17. April 2013 | ,

Prana im April

 

von Hilde Link

“Schau, ich weine, weil ich so glücklich bin!”,

 

 

 

 

 

 

 

 

 

 

 

 

sagte Abinaya und wischte sich die Tränen aus den Augen. Gerade war sie Karussell gefahren.

Wir haben mit allen Prana-Kindern einen Ausflug gemacht, einen, von dem die Kinder immer nur geträumt hatten. Zwei Münchener Familien hatten unter ihren Freunden Geld gesammelt um den Kindern etwas zu schenken, was diese ein Leben lang als einen Erinnerungs- Schatz in ihrem Herzen bewahren werden.

In der Nähe von Pondycherry hat eine neuer Vergnügungspark eroeffnet. Um den Eintrittspreis bezahlen zu können, müsste Abinyayas Vater eine Woche lang jeden Tag und auch nachts hinaus fahren auf das Meer um Fische zu fangen. Diesen Kampf nimmt er auf sich, damit seine Familie überleben kann. Für alles andere hat er kein Geld.

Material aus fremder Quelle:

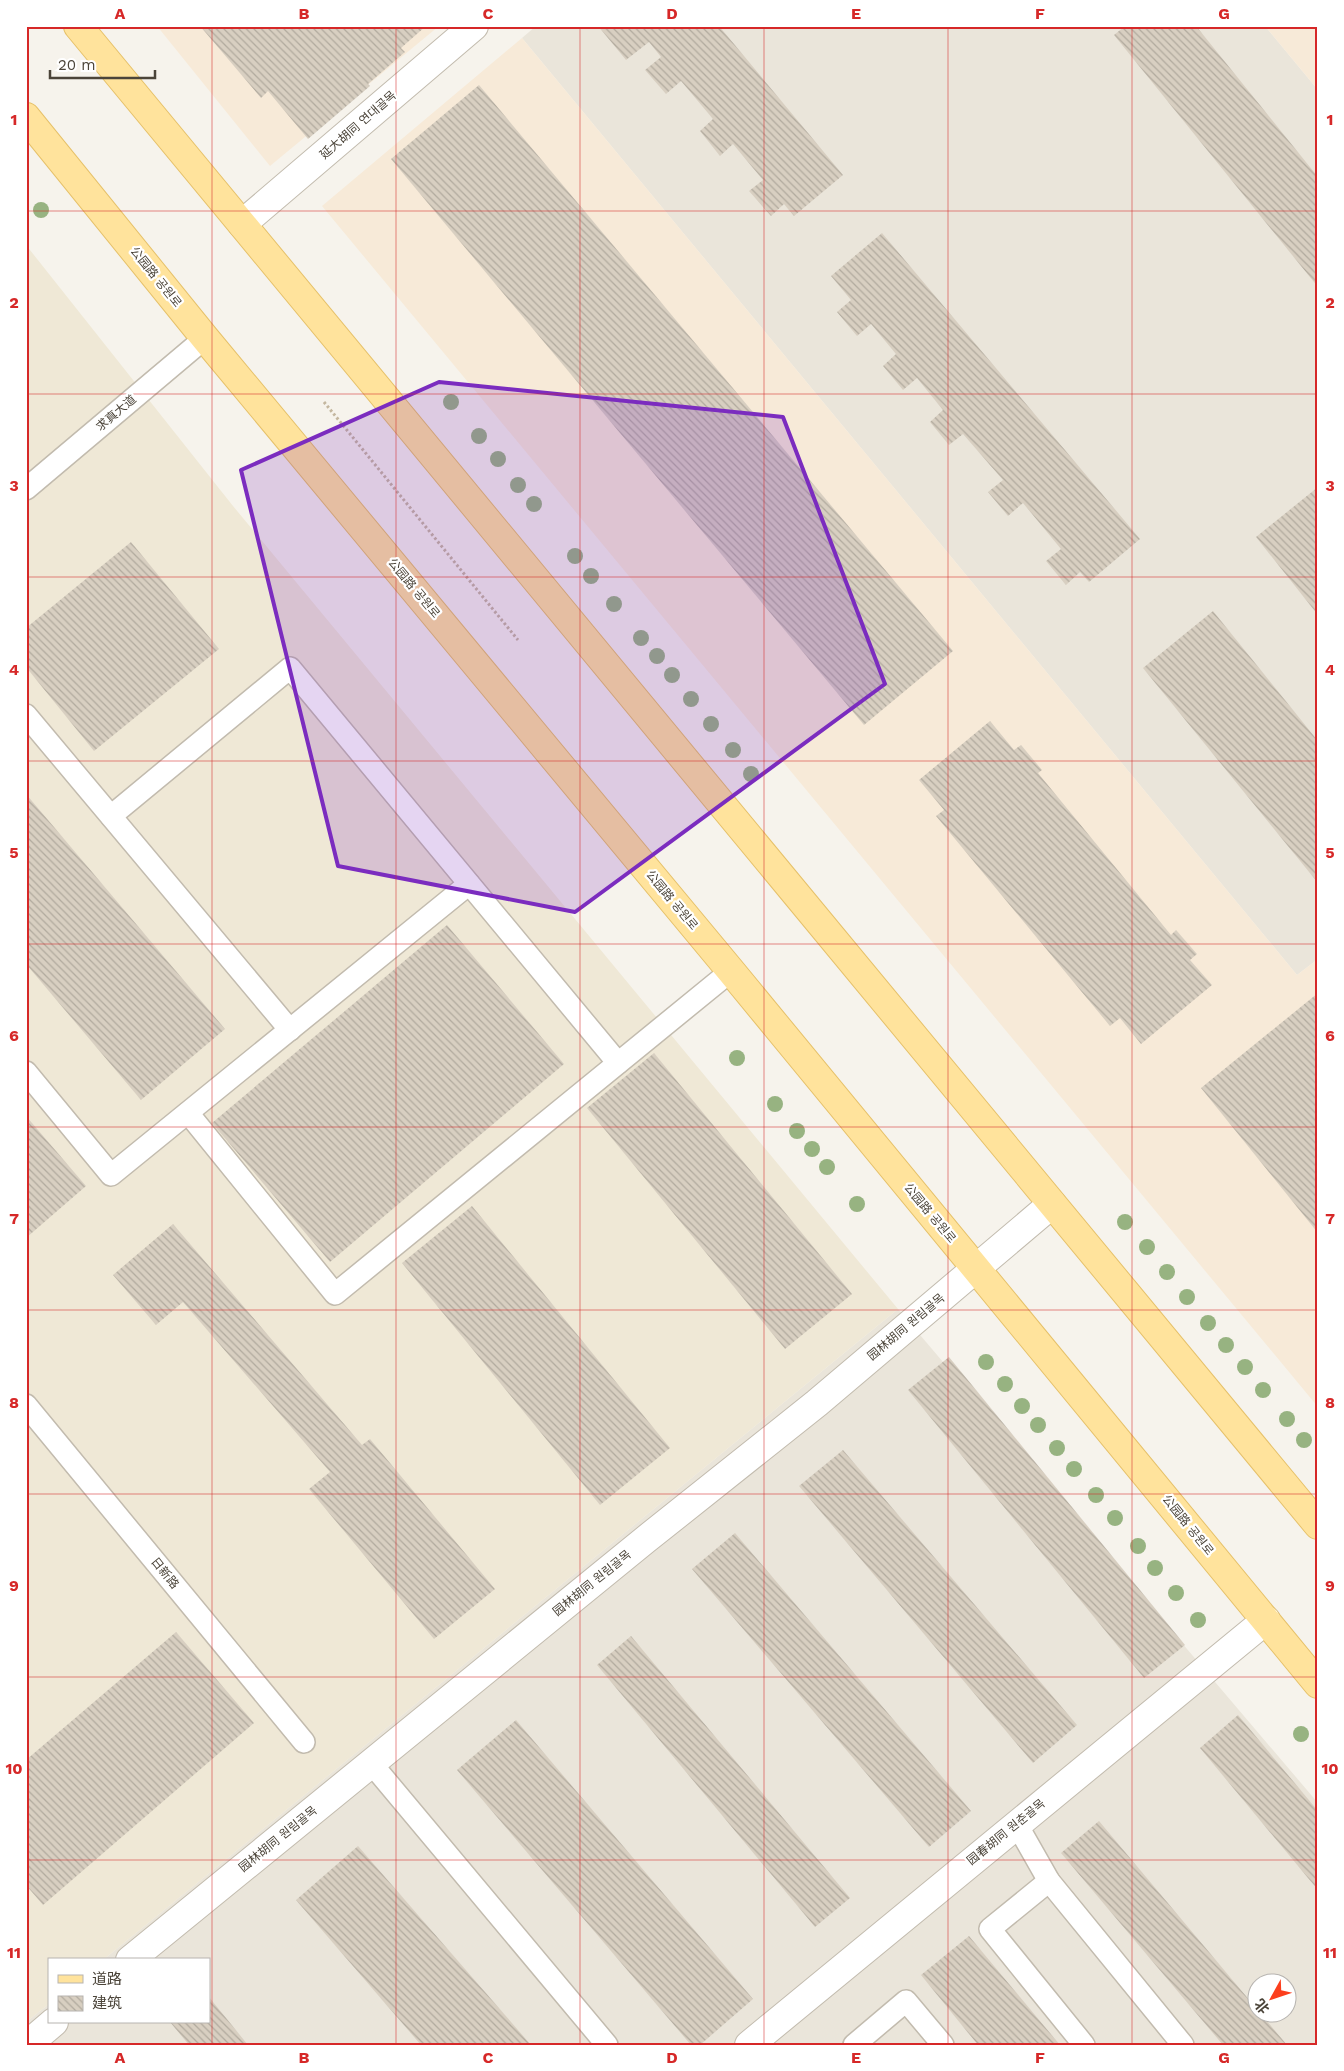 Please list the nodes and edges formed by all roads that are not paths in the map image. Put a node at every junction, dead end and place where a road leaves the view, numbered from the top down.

Man muss sich das so vorstellen:

 

 

 

 

 

 

 

 

 

 

 

Alle fast hundert Kinder springen mitsamt ihren Schul-Uniformen in ein Becken mit knietiefem Wasser und plantschen in der einer Erbsensuppe nicht unähnlichen Brühe herum. Auch die Lehrerinnen in ihren Saris und die Lehrer in langen Hosen tun dergleichen, schließlich muss man auf die Kinder aufpassen. Ein künstlicher Wasserfall und eine Wasserrutsche sorgen für Jubel und lärmende Heiterkeit.

 

 

 

 

 

 

 

 

 

 

 

Dann wird die „Badekleidung“ ausgezogen und jeder zieht trockene Kleider an. Alles perfekt organisiert: Die hungrigen Kinder bekommen abgepacktes Essen und Wasser.

Dann wird Karussell gefahren, Riesenrad, Achterbahn und Schiffschaukel. Auch hier die Lehrerinnen und Lehrer immer mit von der Partie. Pause mit Kartoffelchips, Süssigkeiten, Wasser.

Zwar bin ich weder plantschen gegangen, noch habe ich mich in ein Karussel gesetzt, aber gefreut habe ich mich mindestens genau so wie die Kinder.  Ständig kamen sie in Gruppen angelaufen und riefen: „I am so happy! I am so happy! I am so happy!“ „Me too! Me too!“ antwortete ich und um ein Haar hätte ich auch ein wenig geweint, weil ich so glücklich war.